### Work order
Everything in the records must be copied exactly, apart from the pictures.

### Supplied records
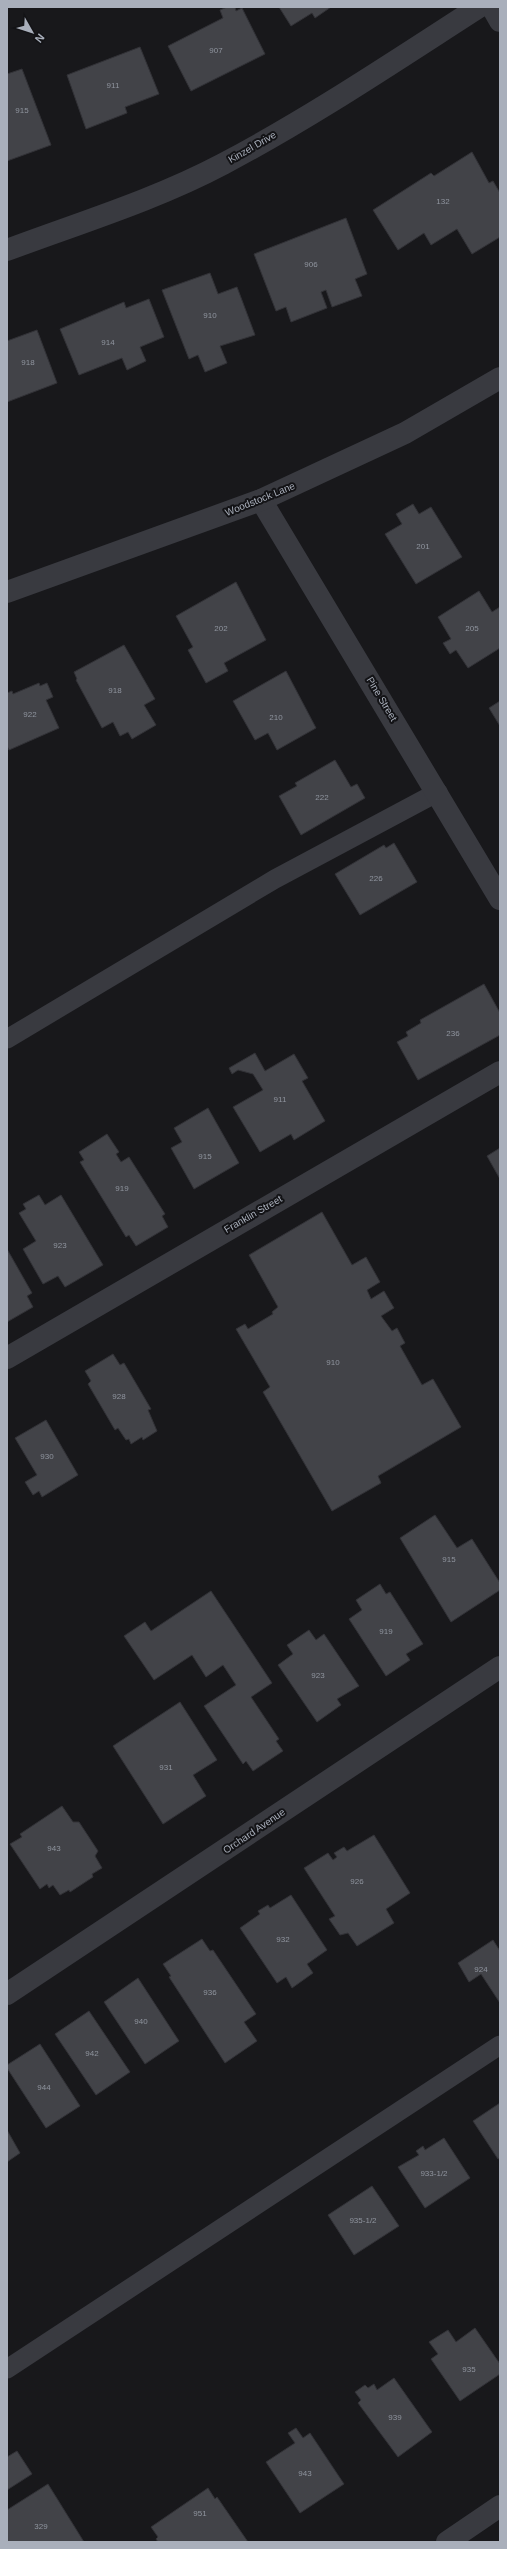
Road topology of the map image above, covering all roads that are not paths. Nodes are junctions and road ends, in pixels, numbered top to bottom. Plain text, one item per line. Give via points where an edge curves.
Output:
1 (479, 7) edge
2 (492, 7) edge
3 (500, 21) edge
4 (7, 250) edge
5 (500, 378) edge
6 (262, 500) junction
7 (7, 592) edge
8 (438, 792) junction
9 (500, 899) edge
10 (7, 1039) edge
11 (500, 1072) edge
12 (7, 1358) edge
13 (500, 1667) edge
14 (7, 1994) edge
15 (500, 2045) edge
16 (7, 2369) edge
17 (500, 2506) edge
18 (447, 2542) edge

1 - 4 street, Kinzel Drive via 331,102 223,164 157,194
2 - 3 street
5 - 6 street, Woodstock Lane via 405,433
6 - 7 street, Woodstock Lane
6 - 8 street, Pine Street
8 - 9 street, Pine Street
8 - 10 lane via 275,879
11 - 12 street, Franklin Street
13 - 14 street, Orchard Avenue
15 - 16 lane
17 - 18 street

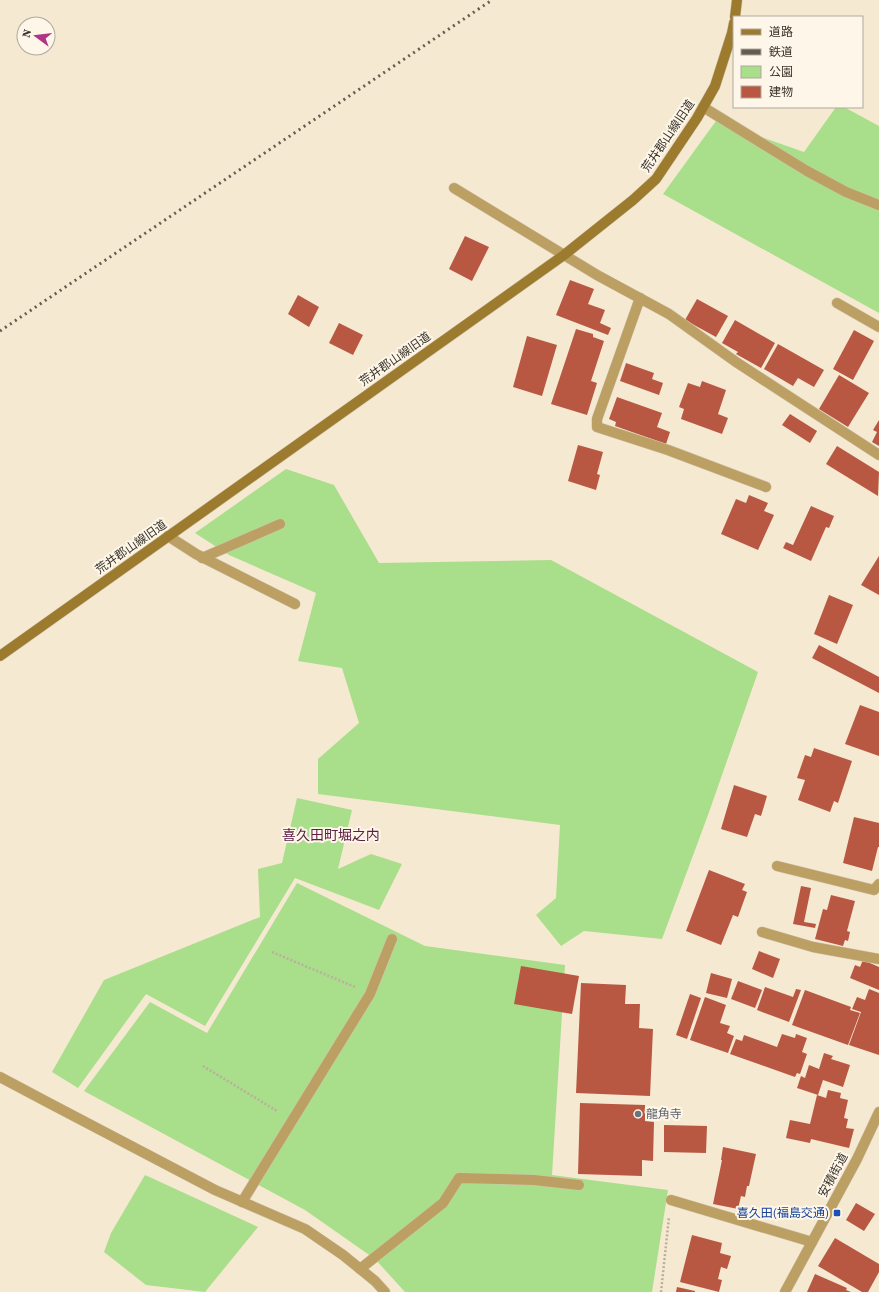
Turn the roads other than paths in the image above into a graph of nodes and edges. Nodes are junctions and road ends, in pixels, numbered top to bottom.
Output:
1 (738, 0) edge
2 (735, 16) edge
3 (733, 28) edge
4 (703, 107) junction
5 (454, 188) dead end
6 (879, 205) edge
7 (564, 255) junction
8 (640, 298) junction
9 (837, 304) dead end
10 (879, 327) edge
11 (879, 455) edge
12 (766, 487) dead end
13 (280, 524) dead end
14 (168, 536) junction
15 (202, 558) junction
16 (295, 604) dead end
17 (2, 653) edge
18 (777, 866) dead end
19 (879, 884) edge
20 (762, 932) dead end
21 (392, 939) dead end
22 (879, 959) edge
23 (0, 1076) edge
24 (879, 1112) edge
25 (579, 1185) dead end
26 (671, 1200) road end
27 (242, 1202) junction
28 (812, 1242) junction
29 (360, 1269) junction
30 (385, 1292) edge
31 (785, 1292) edge

1 - 2 street
3 - 4 street, 荒井郡山線旧道
4 - 6 street
4 - 7 street, 荒井郡山線旧道
5 - 7 street
7 - 8 street
7 - 14 street, 荒井郡山線旧道
8 - 11 street
8 - 12 street
9 - 10 street
13 - 15 street
14 - 15 street
14 - 17 street, 荒井郡山線旧道
15 - 16 street
18 - 19 street
20 - 22 street
21 - 27 street
23 - 27 street
24 - 28 street, 安積街道
25 - 29 street
26 - 28 street
27 - 29 street
28 - 31 street, 安積街道
29 - 30 street

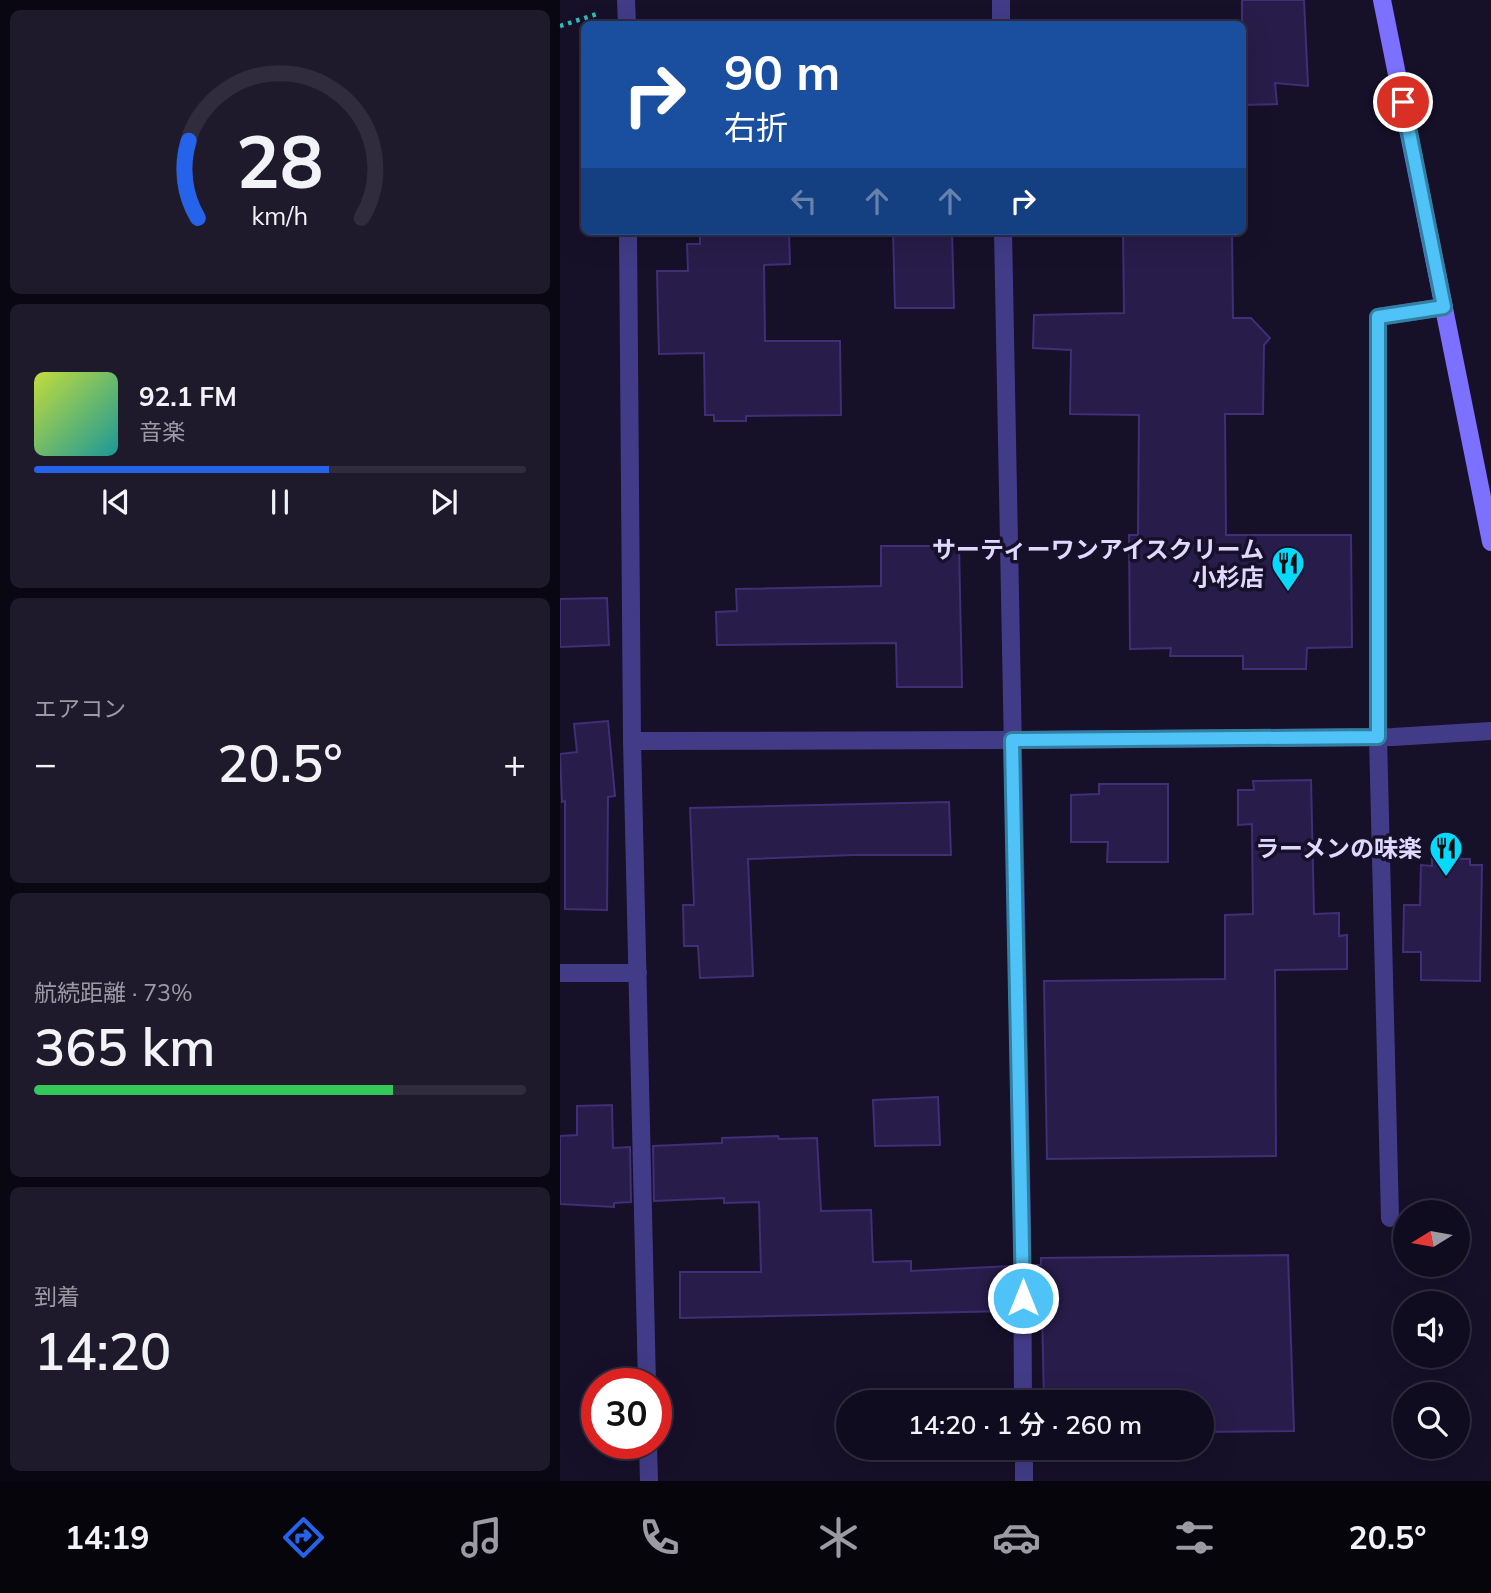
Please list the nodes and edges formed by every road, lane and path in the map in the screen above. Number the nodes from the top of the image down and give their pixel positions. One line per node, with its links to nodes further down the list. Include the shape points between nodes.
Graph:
1 (626, 0): 4 (street)
2 (1001, 0): 5 (street)
3 (1382, 0): 8 (street)
4 (626, 21)
5 (1001, 21)
6 (628, 235): 13 (street)
7 (1003, 235): 12 (street)
8 (1444, 307): 9 (street); 11 (street, via 1378,317)
9 (1491, 542)
10 (1491, 731): 11 (street)
11 (1378, 737): 12 (street); 16 (street)
12 (1012, 740): 13 (street); 18 (street)
13 (632, 741): 15 (street)
14 (560, 973): 15 (street)
15 (638, 973): 17 (street)
16 (1390, 1218)
17 (647, 1368)
18 (1023, 1390)
19 (648, 1459): 21 (street)
20 (1024, 1460): 22 (street)
21 (649, 1481)
22 (1024, 1481)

### Exercise solution
Road topology of the map image above, covering all roads that are not paths. Nodes are junctions and road ends, in pixels, numbered top to bottom. Plain text, one item per line. Give via points where an edge curves.
Output:
1 (479, 7) edge
2 (492, 7) edge
3 (500, 21) edge
4 (7, 250) edge
5 (500, 378) edge
6 (262, 500) junction
7 (7, 592) edge
8 (438, 792) junction
9 (500, 899) edge
10 (7, 1039) edge
11 (500, 1072) edge
12 (7, 1358) edge
13 (500, 1667) edge
14 (7, 1994) edge
15 (500, 2045) edge
16 (7, 2369) edge
17 (500, 2506) edge
18 (447, 2542) edge

1 - 4 street, Kinzel Drive via 331,102 223,164 157,194
2 - 3 street
5 - 6 street, Woodstock Lane via 405,433
6 - 7 street, Woodstock Lane
6 - 8 street, Pine Street
8 - 9 street, Pine Street
8 - 10 lane via 275,879
11 - 12 street, Franklin Street
13 - 14 street, Orchard Avenue
15 - 16 lane
17 - 18 street

Turn the roads other than paths in the image above into a graph of nodes and edges. Nodes are junctions and road ends, in pixels, numbered top to bottom.
Output:
1 (738, 0) edge
2 (735, 16) edge
3 (733, 28) edge
4 (703, 107) junction
5 (454, 188) dead end
6 (879, 205) edge
7 (564, 255) junction
8 (640, 298) junction
9 (837, 304) dead end
10 (879, 327) edge
11 (879, 455) edge
12 (766, 487) dead end
13 (280, 524) dead end
14 (168, 536) junction
15 (202, 558) junction
16 (295, 604) dead end
17 (2, 653) edge
18 (777, 866) dead end
19 (879, 884) edge
20 (762, 932) dead end
21 (392, 939) dead end
22 (879, 959) edge
23 (0, 1076) edge
24 (879, 1112) edge
25 (579, 1185) dead end
26 (671, 1200) road end
27 (242, 1202) junction
28 (812, 1242) junction
29 (360, 1269) junction
30 (385, 1292) edge
31 (785, 1292) edge

1 - 2 street
3 - 4 street, 荒井郡山線旧道
4 - 6 street
4 - 7 street, 荒井郡山線旧道
5 - 7 street
7 - 8 street
7 - 14 street, 荒井郡山線旧道
8 - 11 street
8 - 12 street
9 - 10 street
13 - 15 street
14 - 15 street
14 - 17 street, 荒井郡山線旧道
15 - 16 street
18 - 19 street
20 - 22 street
21 - 27 street
23 - 27 street
24 - 28 street, 安積街道
25 - 29 street
26 - 28 street
27 - 29 street
28 - 31 street, 安積街道
29 - 30 street

Please list the nodes and edges formed by every road, lane and path in the map in the screen above. Number the nodes from the top of the image down and give their pixel positions. One line per node, with its links to nodes further down the list. Include the shape points between nodes.
Graph:
1 (626, 0): 4 (street)
2 (1001, 0): 5 (street)
3 (1382, 0): 8 (street)
4 (626, 21)
5 (1001, 21)
6 (628, 235): 13 (street)
7 (1003, 235): 12 (street)
8 (1444, 307): 9 (street); 11 (street, via 1378,317)
9 (1491, 542)
10 (1491, 731): 11 (street)
11 (1378, 737): 12 (street); 16 (street)
12 (1012, 740): 13 (street); 18 (street)
13 (632, 741): 15 (street)
14 (560, 973): 15 (street)
15 (638, 973): 17 (street)
16 (1390, 1218)
17 (647, 1368)
18 (1023, 1390)
19 (648, 1459): 21 (street)
20 (1024, 1460): 22 (street)
21 (649, 1481)
22 (1024, 1481)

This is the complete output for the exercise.